The invention discloses on-line image visible ferrography reflected light imaging apparatus and method. In the apparatus, a focusing and imaging mechanism and a reflective light source are fixed on one side, which is closed to a magnetic pole, of a flow channel, while a transmission light source is installed at the other side of the flow channel. The focusing and imaging mechanism and the reflective light source are arranged in an internal space of a magnetic excitation module, wherein the central optical axes thereof are coincided with the central axis of the magnetic excitation module. The apparatus has a compact structure and small size. The focusing and imaging mechanism and the reflective light source are fixed in a connection base, wherein the reflective light source is connected fixedly to the lower end of the focusing and imaging mechanism. A rectangular groove is formed in the bottom of the connection base for installing magnetic poles. The transmission light source is a double-color annular or planar light source. According to light transmittance of oil liquid, transmittance lights in different colors are supplied. Through adjustment on the light intensity of the transmission light source and the reflective light source, definition and image contrast ratio of abrasion particles are improved. Under non-oil-discharge status, the image of the abrasion particles of oil liquid in different light transmittances can be obtained reliably.

Description

Technical field [0001] The invention relates to an online monitoring microscopic imaging device and method for equipment wear particles, in particular to an online image visible ferrograph reflection light imaging device and method.
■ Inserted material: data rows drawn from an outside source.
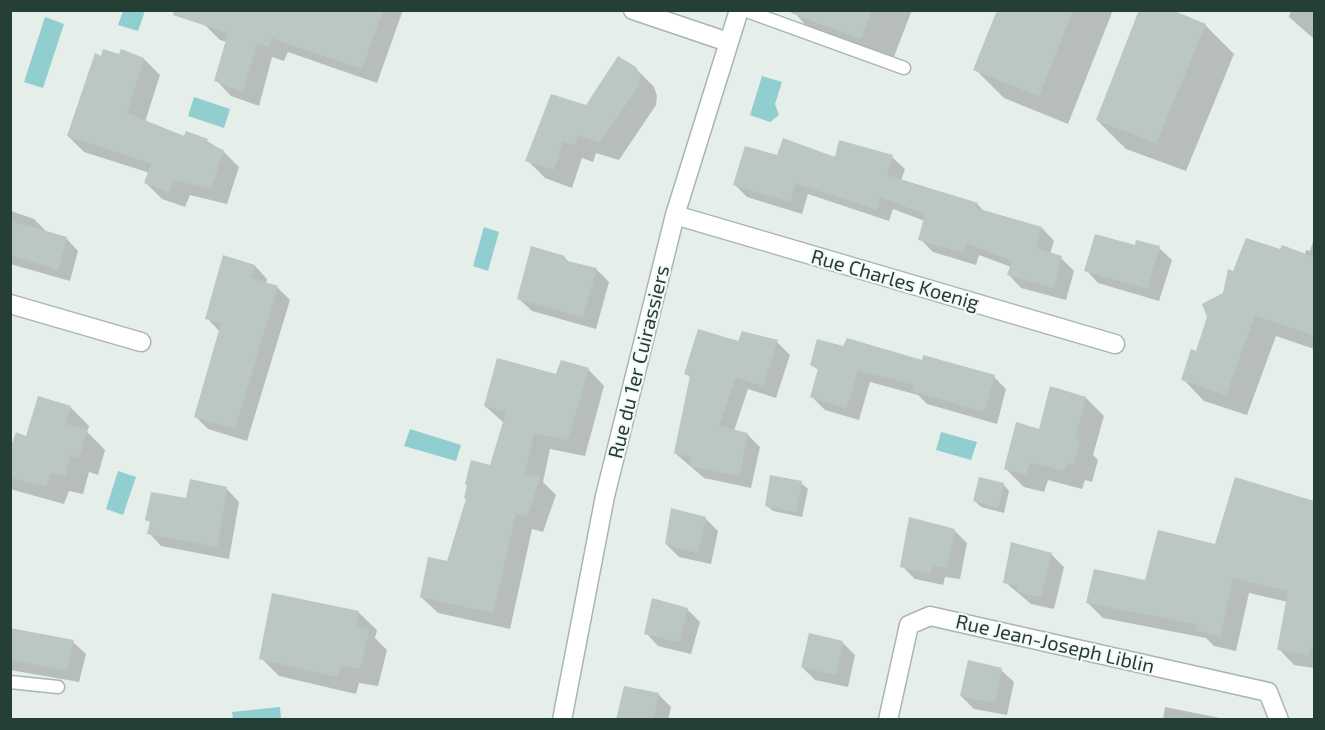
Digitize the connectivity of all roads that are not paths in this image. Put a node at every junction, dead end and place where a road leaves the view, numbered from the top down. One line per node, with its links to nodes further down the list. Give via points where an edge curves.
1 (633, 10): 3 (street)
2 (741, 10): 3 (street, Rue du 1er Cuirassiers); 4 (lane)
3 (728, 42): 5 (street, Rue du 1er Cuirassiers)
4 (904, 68)
5 (675, 215): 8 (street, Rue Charles Koenig); 11 (street, Rue du 1er Cuirassiers, via 605,496)
6 (10, 304): 7 (street)
7 (141, 342)
8 (1115, 344)
9 (10, 682): 10 (lane)
10 (58, 687)
11 (562, 720)
12 (888, 720): 13 (street, Rue Jean-Joseph Liblin, via 909,625 930,616 1268,692)
13 (1279, 720)

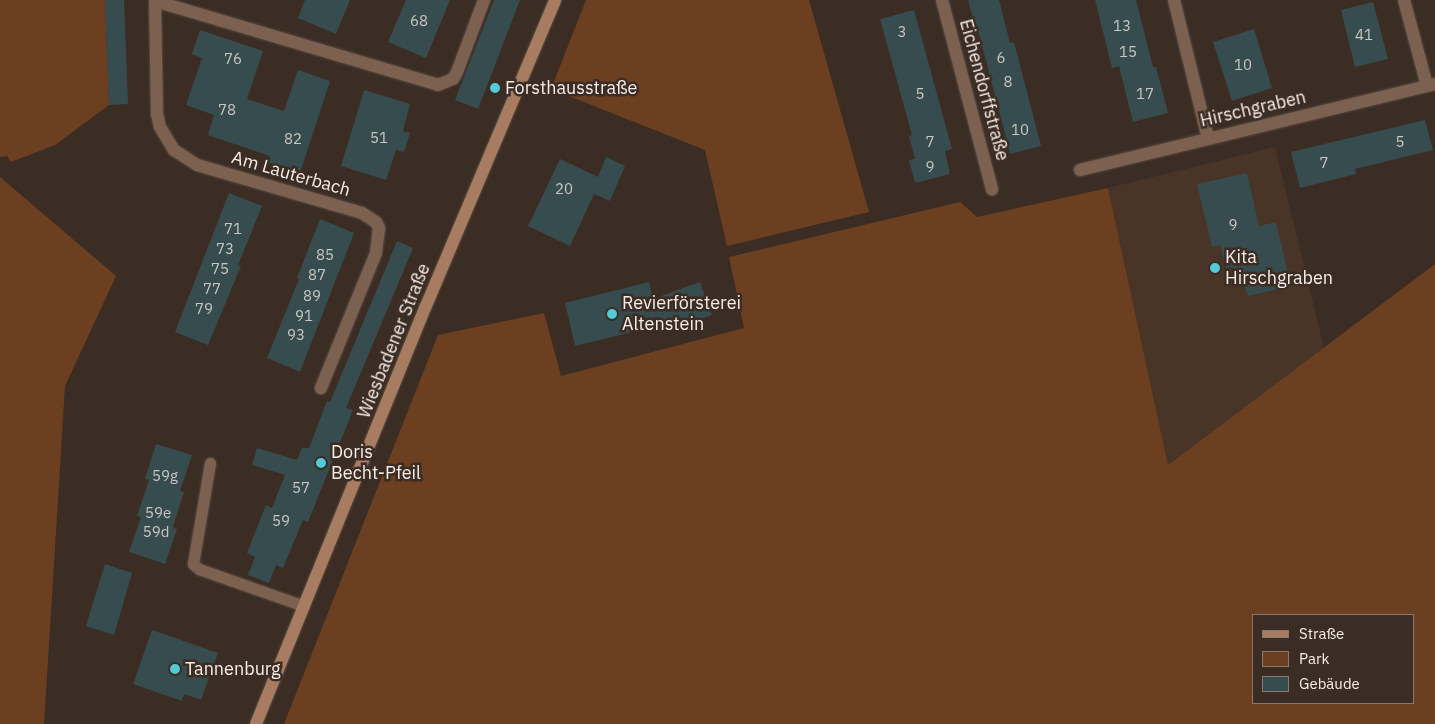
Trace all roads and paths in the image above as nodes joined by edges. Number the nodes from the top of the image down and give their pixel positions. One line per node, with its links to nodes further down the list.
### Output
1 (155, 0): 2 (street, Am Lauterbach); 11 (street, Am Lauterbach)
2 (484, 0)
3 (555, 0): 13 (main road, Wiesbadener Straße)
4 (942, 0): 10 (street, Eichendorffstraße)
5 (1174, 0): 8 (street)
6 (1404, 0): 7 (street)
7 (1431, 85): 8 (street, Hirschgraben)
8 (1208, 138): 9 (street, Hirschgraben)
9 (1080, 170)
10 (992, 189)
11 (321, 388)
12 (210, 463): 13 (lane)
13 (304, 606): 14 (main road, Wiesbadener Straße)
14 (256, 724)

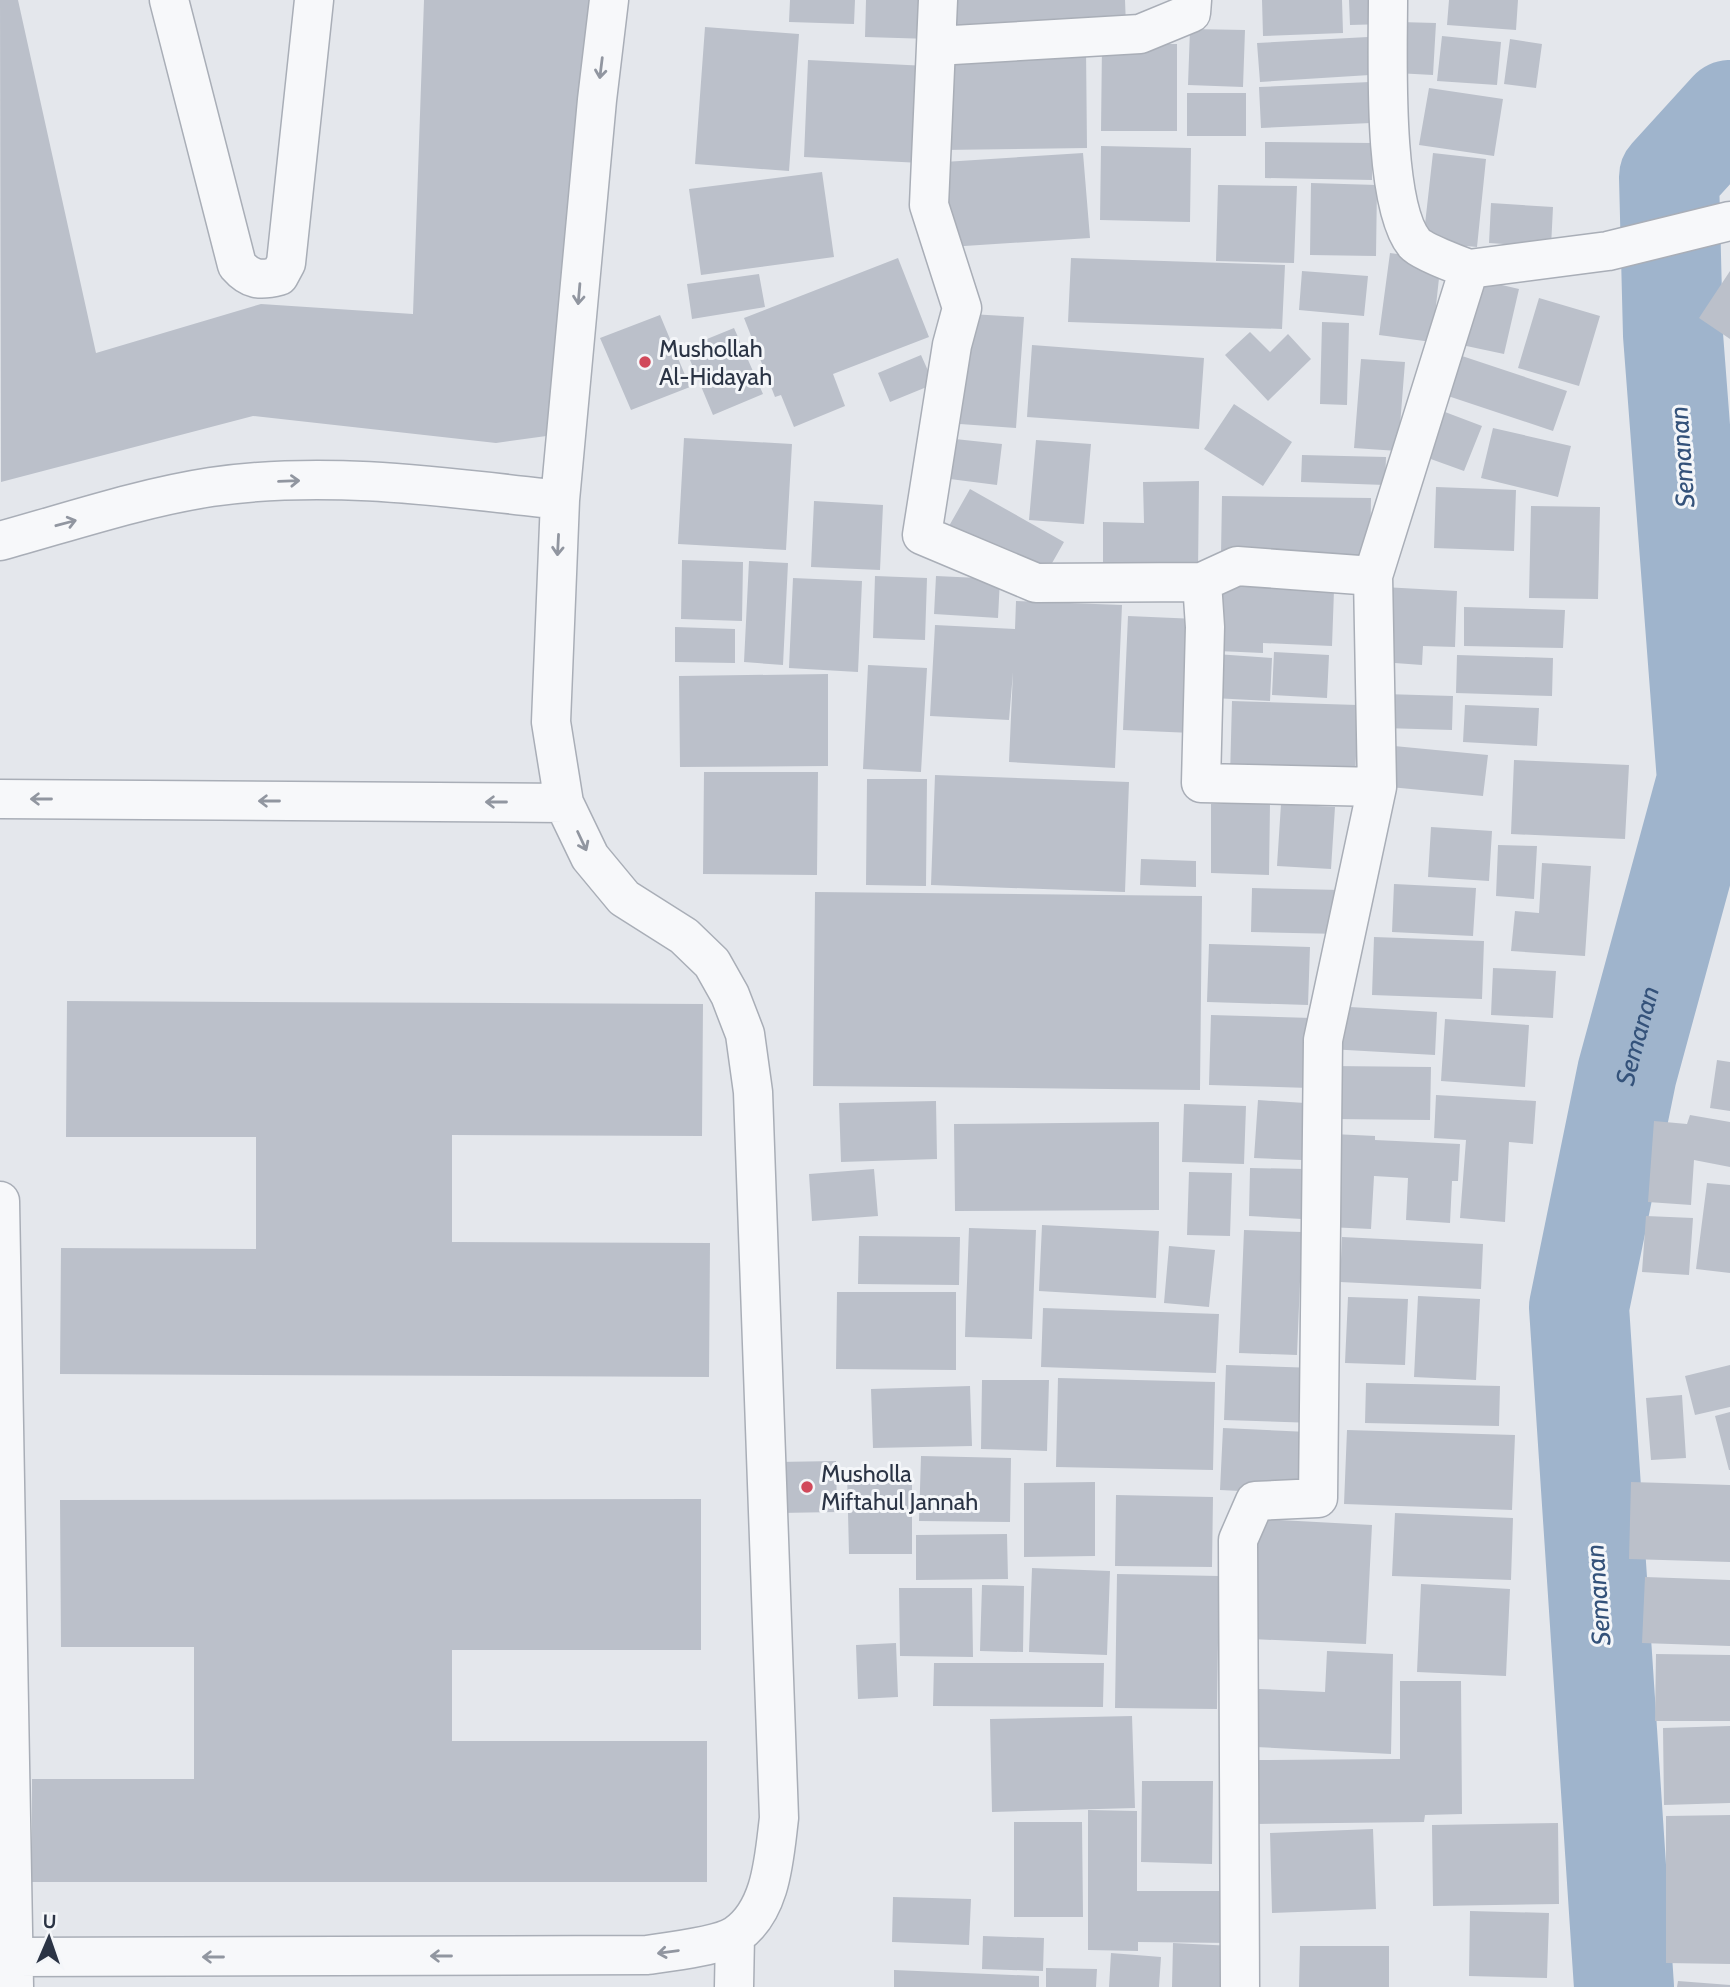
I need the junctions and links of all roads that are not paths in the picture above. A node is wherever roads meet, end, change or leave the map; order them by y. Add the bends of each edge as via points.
1 (169, 0) edge
2 (314, 0) edge
3 (609, 0) edge
4 (938, 0) edge
5 (1192, 0) edge
6 (1388, 0) edge
7 (936, 46) junction
8 (1729, 221) edge
9 (1469, 269) junction
10 (560, 500) junction
11 (0, 541) edge
12 (1373, 576) junction
13 (1202, 582) junction
14 (1377, 787) junction
15 (0, 799) edge
16 (564, 803) junction
17 (0, 1201) edge
18 (735, 1937) junction
19 (13, 1972) edge
20 (734, 1987) edge
21 (1240, 1987) edge

1 - 2 street via 237,265 247,276 263,281 279,276 286,263
3 -> 10 street
4 - 7 street
5 - 7 street via 1191,13 1140,34
6 - 9 street via 1388,126 1400,216 1416,246
7 - 13 street via 929,205 962,308 922,534 1036,583
8 - 9 street via 1608,251
9 - 12 street
11 -> 10 street via 138,503 210,488 286,480 366,481
10 -> 16 street via 551,722
12 - 13 street via 1237,566
12 - 14 street
13 - 14 street via 1201,783
14 - 21 street via 1323,1040 1318,1498 1255,1501 1238,1540
16 -> 15 street
16 -> 18 street via 590,857 624,898 684,936 712,963 745,1034 753,1092 779,1818 773,1868 758,1915
17 - 19 street
18 -> 19 street via 647,1955
18 - 20 street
Background technique [0002] The existing online ferrography technology can capture equipment wear information in real time without stopping the machine, judge the wear severity of the equipment friction pair based on the wear particle concentration and visual feature information, monitor and analyze the operation status and wear trend, and the wear data has high reliability , Which can guide condition-based maintenance and realize early failure prevention of equipment. [0003] In recent years, image-based online ferrograph wear particle monitoring technology has developed rapidly. For example, the patent "short deposition distance image type online ferrograph device and method (200610041773.X)" discloses a small-volume online image visible ferrograp...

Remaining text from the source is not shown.